The conference was sponsored by the Arkansas Infra-Gard and the University of Arkansas’ Information Technology Research Institute.

About 150 people attended, including FBI agents and employees of such Arkansas-based companies as Wal-Mart Stores Inc. of Bentonville and Tyson Foods Inc. of Springdale.

Arkansas InfraGard chapter is part of the national InfraGard, an FBI program that started in 1996 to share information on criminal and security matters with private businesses, universities, law enforcement agencies and others. The partnerships work to prevent crimes against such components of the nation’s critical infrastructures as agriculture, banking and transportation.

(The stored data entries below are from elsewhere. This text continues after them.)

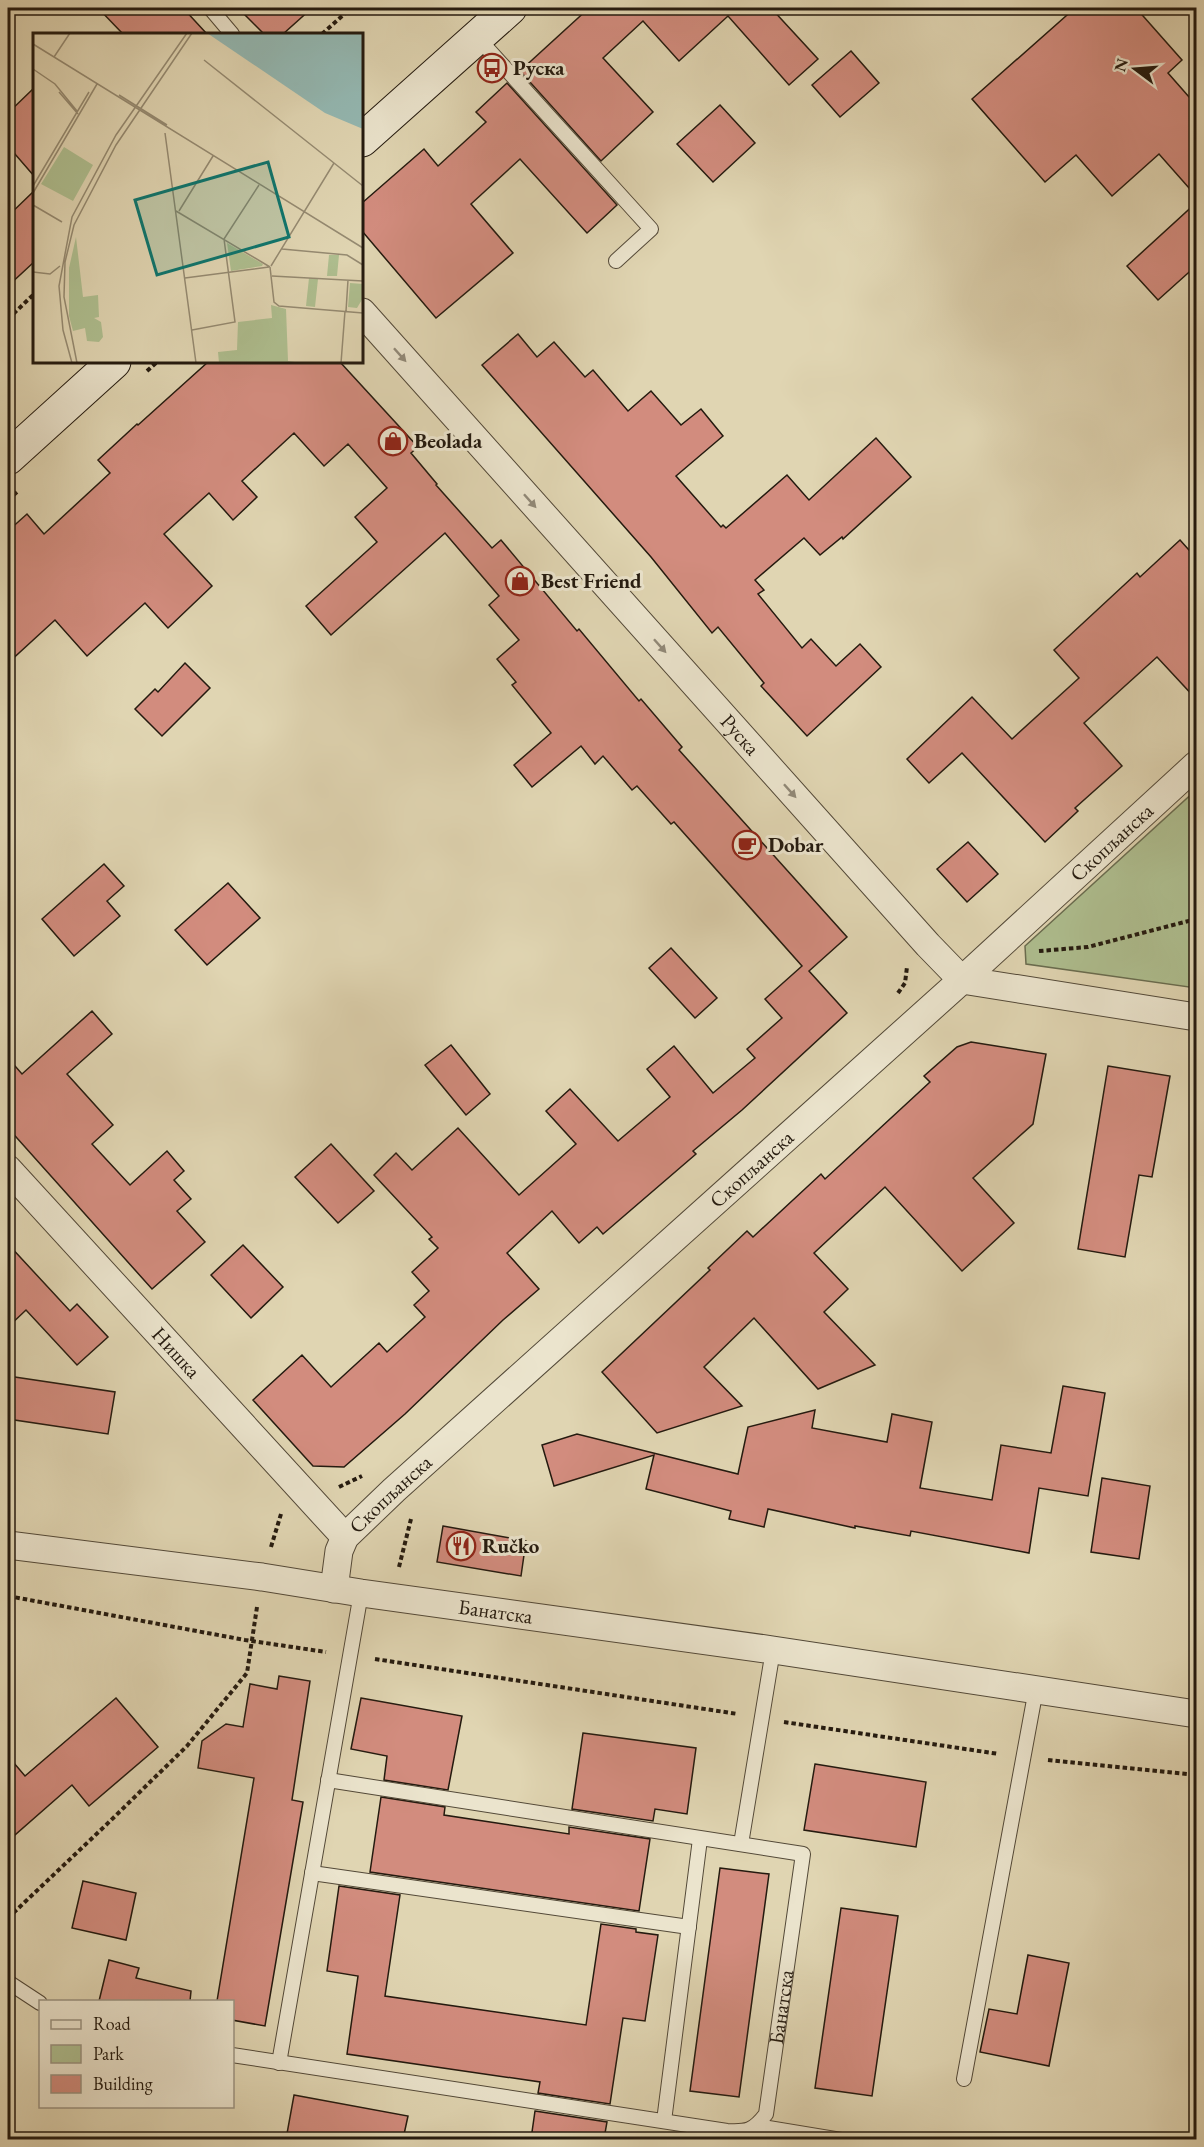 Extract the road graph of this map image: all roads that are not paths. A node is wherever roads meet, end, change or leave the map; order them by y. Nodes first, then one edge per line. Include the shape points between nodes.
1 (210, 8) edge
2 (510, 8) edge
3 (231, 33) edge
4 (477, 37) junction
5 (363, 139) edge
6 (616, 261) dead end
7 (363, 313) edge
8 (113, 363) edge
9 (8, 458) edge
10 (1197, 765) edge
11 (962, 980) junction
12 (1197, 1017) edge
13 (8, 1169) edge
14 (345, 1537) junction
15 (8, 1545) edge
16 (334, 1589) junction
17 (361, 1593) junction
18 (773, 1650) junction
19 (1036, 1689) junction
20 (1197, 1714) edge
21 (328, 1780) junction
22 (700, 1839) junction
23 (741, 1844) junction
24 (312, 1873) junction
25 (689, 1927) junction
26 (8, 1982) edge
27 (39, 2002) edge
28 (234, 2055) edge
29 (279, 2063) junction
30 (964, 2079) dead end
31 (664, 2121) junction
32 (758, 2126) junction
33 (841, 2139) edge

1 - 3 lane
2 - 4 main road
4 - 5 main road
4 - 6 lane via 651,229
7 -> 11 street, Руска
8 - 9 main road
10 - 11 street, Скопљанска
11 - 12 street
11 - 14 street, Скопљанска
13 - 14 street, Нишка
14 - 16 street, Скопљанска
15 - 16 street, Банатска
16 - 17 street, Банатска
17 - 18 street, Банатска
17 - 21 lane
18 - 19 street, Банатска
18 - 23 lane
19 - 20 street, Банатска
19 - 30 lane
21 - 22 lane, Банатска
21 - 24 lane
22 - 23 lane, Банатска
22 - 25 lane
23 - 32 lane, Банатска via 803,1854 766,2115
24 - 25 lane
24 - 29 lane
25 - 31 lane
26 - 27 lane
28 - 29 lane
29 - 31 lane
31 - 32 lane via 744,2132
32 - 33 lane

“The private sector owns 85 percent of the critical infrastructure in this country,” said Witt, chairman and chief executive of James Lee Witt Associates LLC, which provides disaster recovery management services across the globe. “I’ve seen a lot of corporations that have better police forces than some communities. If something happens today in a state or community, you are the front-line defense and you have to be prepared for at least five days. I don’t think we’re as prepared today as we should be.” The conference also included sessions on the growing phenomenon of suicide bombers.

Amir Lechner, director of aviation assesment for Air Security International in New York and an Israeli native and former member of the Israeli Defense Forces, said Israel has seen 406 unsuccessful attacks and 135 successful attacks so far. The attacks focus on malls, restaurants, buses and other places where people congregate.

Bangladesh is the latest country to join the list of nations that have experienced suicide attacks.

“It’s not a Middle Eastern phenomenon anymore,” Lechner said. “You see it in Southeast Asia and other countries. Everything that is American is going to be targeted.”